- IATA: none; ICAO: none; FAA LID: 92A;

Summary
- Airport type: Public
- Owner: Chilhowee Soaring Association
- Serves: Benton, Tennessee
- Elevation AMSL: 770 ft (230 m)
- Coordinates: 35°13′35″N 084°35′06″W﻿ / ﻿35.22639°N 84.58500°W

Map
- 92A Location of airport in Tennessee92A92A (the United States)

Runways
| Direction | Length |  | Surface |
| ft | m |
| 3/21 | 2,600 | 792 | Turf |

Statistics (2008)
- Aircraft operations: 10,820
- Based aircraft: 29
- Source: Federal Aviation Administration

= Chilhowee Gliderport =

Airport in Tennessee, United States

Chilhowee Gliderport is a privately owned public-use glider airport located four nautical miles (5 mi, 7 km) northeast of the central business district of Benton, in Polk County, Tennessee, United States.

== Historical ==
In 1973 Michael Reisman and other glider enthusiasts leased some farm property southwest of Benton and developed a gliderport and recreational flying field. Because the land was part of a farm called Chilhowee, the name became permanently attached to the airfield.

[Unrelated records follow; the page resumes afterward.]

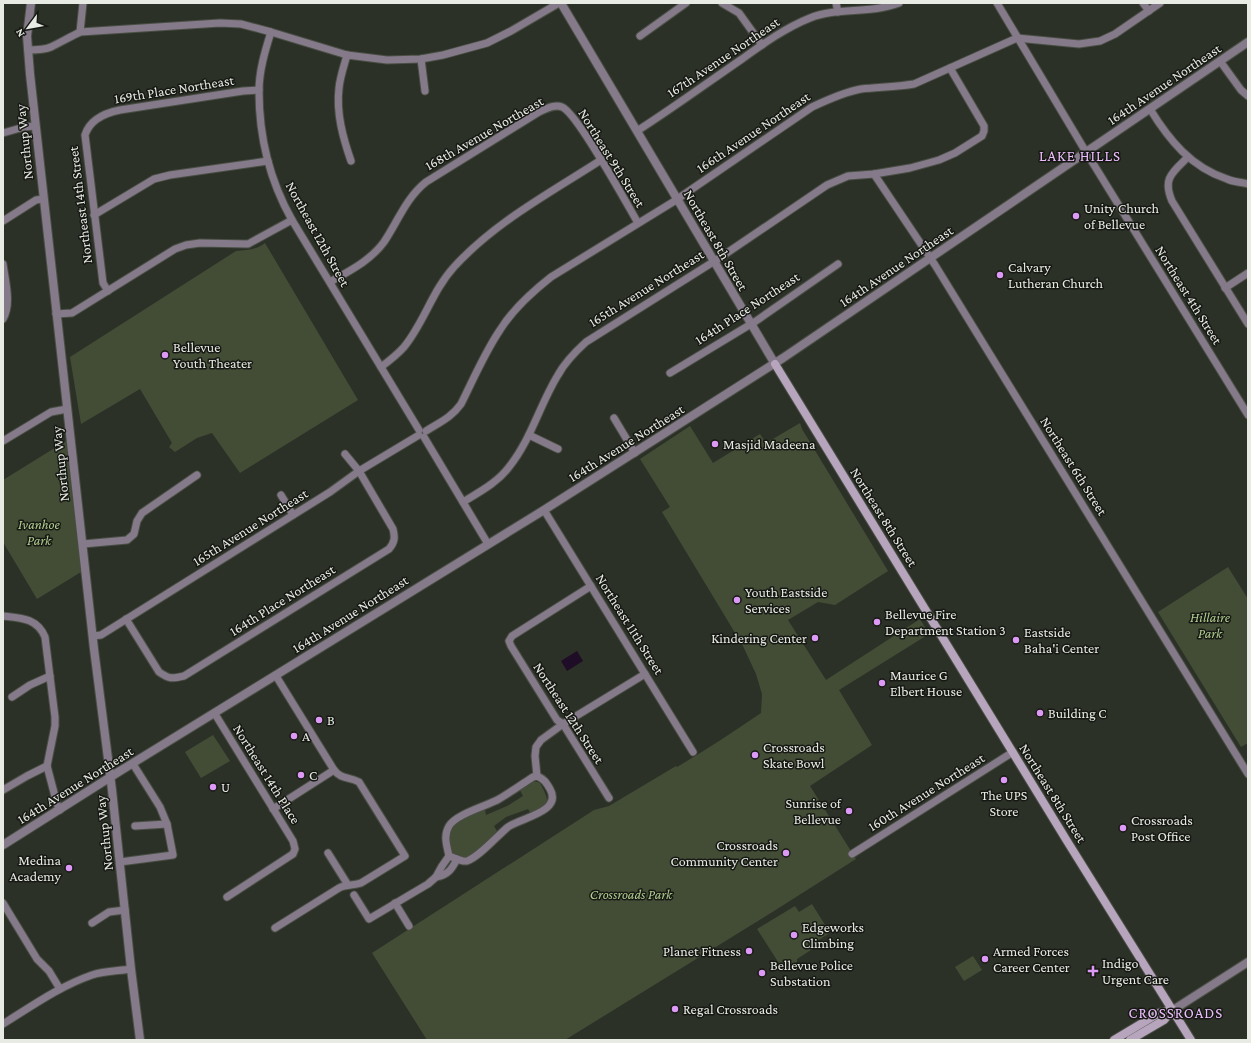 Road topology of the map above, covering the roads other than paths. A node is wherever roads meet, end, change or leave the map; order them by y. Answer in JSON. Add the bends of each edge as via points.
{"nodes":[{"id":1,"x":30,"y":3,"type":"edge"},
{"id":2,"x":83,"y":3,"type":"edge"},
{"id":3,"x":560,"y":3,"type":"edge"},
{"id":4,"x":686,"y":3,"type":"edge"},
{"id":5,"x":722,"y":3,"type":"edge"},
{"id":6,"x":836,"y":3,"type":"edge"},
{"id":7,"x":899,"y":3,"type":"edge"},
{"id":8,"x":997,"y":3,"type":"edge"},
{"id":9,"x":1143,"y":3,"type":"edge"},
{"id":10,"x":1160,"y":3,"type":"edge"},
{"id":11,"x":1149,"y":11,"type":"junction"},
{"id":12,"x":838,"y":12,"type":"junction"},
{"id":13,"x":80,"y":32,"type":"junction"},
{"id":14,"x":271,"y":32,"type":"junction"},
{"id":15,"x":640,"y":36,"type":"dead end"},
{"id":16,"x":1017,"y":38,"type":"junction"},
{"id":17,"x":1248,"y":42,"type":"edge"},
{"id":18,"x":762,"y":45,"type":"junction"},
{"id":19,"x":28,"y":50,"type":"junction"},
{"id":20,"x":347,"y":55,"type":"junction"},
{"id":21,"x":421,"y":59,"type":"junction"},
{"id":22,"x":1220,"y":61,"type":"junction"},
{"id":23,"x":950,"y":68,"type":"junction"},
{"id":24,"x":259,"y":90,"type":"junction"},
{"id":25,"x":424,"y":91,"type":"dead end"},
{"id":26,"x":1248,"y":96,"type":"edge"},
{"id":27,"x":563,"y":107,"type":"joint"},
{"id":28,"x":1150,"y":109,"type":"junction"},
{"id":29,"x":96,"y":119,"type":"joint"},
{"id":30,"x":35,"y":126,"type":"junction"},
{"id":31,"x":637,"y":131,"type":"junction"},
{"id":32,"x":3,"y":133,"type":"edge"},
{"id":33,"x":1086,"y":152,"type":"junction"},
{"id":34,"x":1188,"y":157,"type":"junction"},
{"id":35,"x":601,"y":160,"type":"junction"},
{"id":36,"x":268,"y":161,"type":"junction"},
{"id":37,"x":351,"y":161,"type":"dead end"},
{"id":38,"x":874,"y":174,"type":"junction"},
{"id":39,"x":1248,"y":184,"type":"edge"},
{"id":40,"x":43,"y":199,"type":"junction"},
{"id":41,"x":677,"y":199,"type":"junction"},
{"id":42,"x":94,"y":215,"type":"junction"},
{"id":43,"x":292,"y":220,"type":"junction"},
{"id":44,"x":3,"y":221,"type":"edge"},
{"id":45,"x":638,"y":223,"type":"junction"},
{"id":46,"x":930,"y":258,"type":"junction"},
{"id":47,"x":714,"y":262,"type":"junction"},
{"id":48,"x":3,"y":264,"type":"edge"},
{"id":49,"x":838,"y":264,"type":"dead end"},
{"id":50,"x":1248,"y":273,"type":"edge"},
{"id":51,"x":330,"y":282,"type":"junction"},
{"id":52,"x":1225,"y":288,"type":"junction"},
{"id":53,"x":108,"y":291,"type":"junction"},
{"id":54,"x":56,"y":314,"type":"junction"},
{"id":55,"x":4,"y":317,"type":"edge"},
{"id":56,"x":751,"y":324,"type":"junction"},
{"id":57,"x":1248,"y":324,"type":"edge"},
{"id":58,"x":775,"y":364,"type":"junction"},
{"id":59,"x":381,"y":367,"type":"junction"},
{"id":60,"x":670,"y":373,"type":"dead end"},
{"id":61,"x":67,"y":409,"type":"junction"},
{"id":62,"x":1247,"y":412,"type":"edge"},
{"id":63,"x":614,"y":418,"type":"dead end"},
{"id":64,"x":422,"y":434,"type":"junction"},
{"id":65,"x":529,"y":435,"type":"junction"},
{"id":66,"x":3,"y":441,"type":"edge"},
{"id":67,"x":558,"y":449,"type":"dead end"},
{"id":68,"x":635,"y":453,"type":"junction"},
{"id":69,"x":345,"y":454,"type":"dead end"},
{"id":70,"x":359,"y":471,"type":"junction"},
{"id":71,"x":197,"y":475,"type":"dead end"},
{"id":72,"x":281,"y":496,"type":"dead end"},
{"id":73,"x":462,"y":502,"type":"junction"},
{"id":74,"x":544,"y":510,"type":"junction"},
{"id":75,"x":293,"y":515,"type":"junction"},
{"id":76,"x":83,"y":544,"type":"junction"},
{"id":77,"x":488,"y":544,"type":"junction"},
{"id":78,"x":591,"y":586,"type":"junction"},
{"id":79,"x":3,"y":616,"type":"edge"},
{"id":80,"x":126,"y":619,"type":"junction"},
{"id":81,"x":93,"y":636,"type":"junction"},
{"id":82,"x":645,"y":674,"type":"junction"},
{"id":83,"x":50,"y":676,"type":"junction"},
{"id":84,"x":276,"y":676,"type":"junction"},
{"id":85,"x":12,"y":697,"type":"dead end"},
{"id":86,"x":214,"y":714,"type":"junction"},
{"id":87,"x":563,"y":724,"type":"junction"},
{"id":88,"x":693,"y":752,"type":"dead end"},
{"id":89,"x":1013,"y":752,"type":"junction"},
{"id":90,"x":133,"y":764,"type":"junction"},
{"id":91,"x":47,"y":766,"type":"junction"},
{"id":92,"x":334,"y":770,"type":"junction"},
{"id":93,"x":1248,"y":774,"type":"edge"},
{"id":94,"x":537,"y":776,"type":"junction"},
{"id":95,"x":110,"y":778,"type":"junction"},
{"id":96,"x":3,"y":790,"type":"edge"},
{"id":97,"x":609,"y":798,"type":"dead end"},
{"id":98,"x":273,"y":809,"type":"junction"},
{"id":99,"x":60,"y":810,"type":"junction"},
{"id":100,"x":167,"y":824,"type":"junction"},
{"id":101,"x":135,"y":826,"type":"dead end"},
{"id":102,"x":3,"y":845,"type":"edge"},
{"id":103,"x":328,"y":853,"type":"dead end"},
{"id":104,"x":852,"y":854,"type":"dead end"},
{"id":105,"x":449,"y":856,"type":"junction"},
{"id":106,"x":457,"y":859,"type":"junction"},
{"id":107,"x":120,"y":862,"type":"junction"},
{"id":108,"x":436,"y":877,"type":"junction"},
{"id":109,"x":348,"y":885,"type":"junction"},
{"id":110,"x":354,"y":895,"type":"dead end"},
{"id":111,"x":227,"y":897,"type":"dead end"},
{"id":112,"x":3,"y":903,"type":"edge"},
{"id":113,"x":395,"y":903,"type":"junction"},
{"id":114,"x":125,"y":910,"type":"junction"},
{"id":115,"x":92,"y":923,"type":"dead end"},
{"id":116,"x":409,"y":926,"type":"dead end"},
{"id":117,"x":275,"y":928,"type":"dead end"},
{"id":118,"x":1248,"y":962,"type":"edge"},
{"id":119,"x":131,"y":969,"type":"junction"},
{"id":120,"x":60,"y":988,"type":"junction"},
{"id":121,"x":1173,"y":1010,"type":"junction"},
{"id":122,"x":3,"y":1024,"type":"edge"},
{"id":123,"x":138,"y":1039,"type":"edge"},
{"id":124,"x":1114,"y":1040,"type":"edge"},
{"id":125,"x":1130,"y":1040,"type":"edge"},
{"id":126,"x":1191,"y":1040,"type":"edge"}],
"edges":[{"from":1,"to":19,"type":"street","name":"Northup Way"},
{"from":2,"to":13,"type":"street"},
{"from":3,"to":21,"type":"street","via":[[487,43]]},
{"from":3,"to":31,"type":"street","name":"Northeast 8th Street"},
{"from":4,"to":15,"type":"street"},
{"from":5,"to":18,"type":"street","via":[[739,14]]},
{"from":6,"to":12,"type":"street"},
{"from":7,"to":12,"type":"street","name":"167th Avenue Northeast","via":[[888,7]]},
{"from":8,"to":16,"type":"street","name":"Northeast 4th Street"},
{"from":9,"to":11,"type":"street"},
{"from":10,"to":11,"type":"street"},
{"from":11,"to":16,"type":"street","via":[[1108,38],[1090,44]]},
{"from":12,"to":18,"type":"street","name":"167th Avenue Northeast","via":[[812,17]]},
{"from":13,"to":14,"type":"street","via":[[220,23],[241,24]]},
{"from":13,"to":19,"type":"street","via":[[50,47]]},
{"from":14,"to":20,"type":"street"},
{"from":14,"to":24,"type":"street","name":"Northeast 12th Street","via":[[263,57]]},
{"from":16,"to":23,"type":"street","name":"166th Avenue Northeast"},
{"from":16,"to":33,"type":"street","name":"Northeast 4th Street"},
{"from":17,"to":22,"type":"street","name":"164th Avenue Northeast"},
{"from":18,"to":31,"type":"street","name":"167th Avenue Northeast"},
{"from":19,"to":30,"type":"street","name":"Northup Way"},
{"from":20,"to":21,"type":"street","via":[[387,60]]},
{"from":20,"to":37,"type":"street","via":[[339,88],[339,107],[341,126]]},
{"from":21,"to":25,"type":"street"},
{"from":22,"to":26,"type":"street"},
{"from":22,"to":28,"type":"street","name":"164th Avenue Northeast"},
{"from":23,"to":38,"type":"street","name":"165th Avenue Northeast","via":[[984,126],[982,136],[955,153],[922,165]]},
{"from":23,"to":41,"type":"street","name":"166th Avenue Northeast","via":[[914,84],[861,89],[812,107]]},
{"from":24,"to":29,"type":"street","name":"169th Place Northeast","via":[[120,110]]},
{"from":24,"to":36,"type":"street","name":"Northeast 12th Street"},
{"from":27,"to":35,"type":"street","name":"Northeast 9th Street","via":[[575,119]]},
{"from":27,"to":51,"type":"street","name":"168th Avenue Northeast","via":[[556,106],[539,112],[419,187],[372,256]]},
{"from":28,"to":33,"type":"street","name":"164th Avenue Northeast"},
{"from":28,"to":34,"type":"street","via":[[1171,139]]},
{"from":29,"to":42,"type":"street","name":"Northeast 14th Street","via":[[88,127],[85,135]]},
{"from":30,"to":32,"type":"street"},
{"from":30,"to":40,"type":"street","name":"Northup Way"},
{"from":31,"to":41,"type":"street","name":"Northeast 8th Street"},
{"from":33,"to":46,"type":"street","name":"164th Avenue Northeast"},
{"from":33,"to":62,"type":"street","name":"Northeast 4th Street"},
{"from":34,"to":39,"type":"street","via":[[1199,166],[1227,179]]},
{"from":34,"to":52,"type":"street","via":[[1170,175],[1169,193]]},
{"from":35,"to":45,"type":"street","name":"Northeast 9th Street"},
{"from":35,"to":59,"type":"street","via":[[502,224],[479,242],[442,282],[404,347]]},
{"from":36,"to":42,"type":"street","via":[[154,179]]},
{"from":36,"to":43,"type":"street","name":"Northeast 12th Street","via":[[278,192]]},
{"from":38,"to":46,"type":"street","name":"Northeast 6th Street"},
{"from":38,"to":47,"type":"street","name":"165th Avenue Northeast","via":[[848,176],[827,185]]},
{"from":40,"to":44,"type":"street","via":[[36,200]]},
{"from":40,"to":54,"type":"street","name":"Northup Way"},
{"from":41,"to":45,"type":"street","name":"166th Avenue Northeast"},
{"from":41,"to":47,"type":"street","name":"Northeast 8th Street"},
{"from":42,"to":53,"type":"street","name":"Northeast 14th Street","via":[[103,283]]},
{"from":43,"to":51,"type":"street","name":"Northeast 12th Street"},
{"from":43,"to":53,"type":"street","via":[[248,244],[200,243],[175,249]]},
{"from":45,"to":64,"type":"street","name":"166th Avenue Northeast","via":[[551,277],[526,298],[500,330],[455,412]]},
{"from":46,"to":58,"type":"street","name":"164th Avenue Northeast"},
{"from":46,"to":93,"type":"street","name":"Northeast 6th Street"},
{"from":47,"to":56,"type":"street","name":"Northeast 8th Street"},
{"from":47,"to":65,"type":"street","name":"165th Avenue Northeast","via":[[599,333],[574,352],[558,374]]},
{"from":48,"to":55,"type":"street","via":[[8,303]]},
{"from":49,"to":56,"type":"street","name":"164th Place Northeast"},
{"from":50,"to":52,"type":"street"},
{"from":51,"to":59,"type":"street","name":"Northeast 12th Street"},
{"from":52,"to":57,"type":"street"},
{"from":53,"to":54,"type":"street","via":[[72,313]]},
{"from":54,"to":61,"type":"street","name":"Northup Way"},
{"from":56,"to":58,"type":"street","name":"Northeast 8th Street"},
{"from":56,"to":60,"type":"street","name":"164th Place Northeast"},
{"from":58,"to":68,"type":"street","name":"164th Avenue Northeast"},
{"from":58,"to":89,"type":"main road","name":"Northeast 8th Street"},
{"from":59,"to":64,"type":"street","name":"Northeast 12th Street"},
{"from":61,"to":66,"type":"street","via":[[51,412]]},
{"from":61,"to":76,"type":"street","name":"Northup Way"},
{"from":63,"to":68,"type":"street"},
{"from":64,"to":70,"type":"street","name":"165th Avenue Northeast"},
{"from":64,"to":73,"type":"street","name":"Northeast 12th Street"},
{"from":65,"to":67,"type":"street"},
{"from":65,"to":73,"type":"street","via":[[501,477]]},
{"from":68,"to":74,"type":"street","name":"164th Avenue Northeast"},
{"from":69,"to":70,"type":"street"},
{"from":70,"to":75,"type":"street","name":"165th Avenue Northeast"},
{"from":70,"to":80,"type":"street","name":"164th Place Northeast","via":[[390,523],[395,537],[394,544],[389,549],[184,676],[167,678],[159,672]]},
{"from":71,"to":76,"type":"street","via":[[142,513],[134,534],[127,540]]},
{"from":72,"to":75,"type":"street"},
{"from":73,"to":77,"type":"street","name":"Northeast 12th Street"},
{"from":74,"to":77,"type":"street","name":"164th Avenue Northeast"},
{"from":74,"to":78,"type":"street","name":"Northeast 11th Street"},
{"from":75,"to":80,"type":"street","name":"165th Avenue Northeast"},
{"from":76,"to":81,"type":"street","name":"Northup Way"},
{"from":77,"to":84,"type":"street","name":"164th Avenue Northeast"},
{"from":78,"to":82,"type":"street","name":"Northeast 11th Street"},
{"from":78,"to":87,"type":"street","name":"Northeast 12th Street","via":[[512,636],[509,641],[557,720]]},
{"from":79,"to":83,"type":"street","via":[[26,619],[42,630]]},
{"from":80,"to":81,"type":"street","name":"165th Avenue Northeast","via":[[100,636]]},
{"from":81,"to":95,"type":"street","name":"Northup Way"},
{"from":82,"to":87,"type":"street"},
{"from":82,"to":88,"type":"street","name":"Northeast 11th Street"},
{"from":83,"to":85,"type":"street"},
{"from":83,"to":91,"type":"street","via":[[55,726]]},
{"from":84,"to":86,"type":"street","name":"164th Avenue Northeast"},
{"from":84,"to":92,"type":"street"},
{"from":86,"to":90,"type":"street","name":"164th Avenue Northeast"},
{"from":86,"to":98,"type":"street","name":"Northeast 14th Place"},
{"from":87,"to":94,"type":"street","via":[[541,740],[536,747],[534,756]]},
{"from":87,"to":97,"type":"street","name":"Northeast 12th Street"},
{"from":89,"to":104,"type":"street","name":"160th Avenue Northeast"},
{"from":89,"to":121,"type":"main road","name":"Northeast 8th Street"},
{"from":90,"to":95,"type":"street","name":"164th Avenue Northeast"},
{"from":90,"to":100,"type":"street","via":[[160,807]]},
{"from":91,"to":96,"type":"street"},
{"from":91,"to":99,"type":"street"},
{"from":92,"to":98,"type":"street"},
{"from":92,"to":109,"type":"street","via":[[344,778],[352,778],[359,782],[405,856],[361,883]]},
{"from":94,"to":105,"type":"street","via":[[533,776],[499,799],[454,821],[449,826],[445,838]]},
{"from":94,"to":106,"type":"street","via":[[544,779],[551,791],[550,806],[512,824],[468,860]]},
{"from":95,"to":99,"type":"street","name":"164th Avenue Northeast"},
{"from":95,"to":107,"type":"street","name":"Northup Way"},
{"from":98,"to":111,"type":"street","name":"Northeast 14th Place","via":[[293,841],[293,854]]},
{"from":99,"to":102,"type":"street","name":"164th Avenue Northeast"},
{"from":100,"to":101,"type":"street"},
{"from":100,"to":107,"type":"street","via":[[173,854]]},
{"from":103,"to":109,"type":"street"},
{"from":105,"to":106,"type":"street"},
{"from":105,"to":108,"type":"street"},
{"from":106,"to":108,"type":"street","via":[[443,876]]},
{"from":107,"to":114,"type":"street","name":"Northup Way"},
{"from":108,"to":113,"type":"street"},
{"from":109,"to":117,"type":"street"},
{"from":110,"to":113,"type":"street","via":[[369,919]]},
{"from":112,"to":120,"type":"street","via":[[37,959]]},
{"from":113,"to":116,"type":"street"},
{"from":114,"to":115,"type":"street","via":[[109,912]]},
{"from":114,"to":119,"type":"street","name":"Northup Way"},
{"from":118,"to":121,"type":"street"},
{"from":119,"to":120,"type":"street","via":[[94,975]]},
{"from":119,"to":123,"type":"street","name":"Northup Way"},
{"from":120,"to":122,"type":"street"},
{"from":121,"to":124,"type":"main road","via":[[1159,1013]]},
{"from":121,"to":125,"type":"main road","via":[[1164,1020]]},
{"from":121,"to":126,"type":"main road","name":"Northeast 8th Street"}]}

== Facilities and aircraft ==
Chilhowee Gliderport has one runway designated 3/21 with a turf surface measuring 2,600 by 200 feet (792 x 61 m).

For the 12-month period ending December 31, 2008, the airport had 10,820 aircraft operations, an average of 29 per day: 98% general aviation and 2% military. At that time there were 29 aircraft based at this airport: 90% glider and 10% single-engine.

Chilhowee Gliderport is nestled against the western foothills of the Great Smoky Mountains. Directly east of the 3,000-foot turf strip is Bean Mountain and Oswald Dome. Ridges along these mountains extend for more than 20 miles, providing near perfect wind currents and lift conditions for gliders.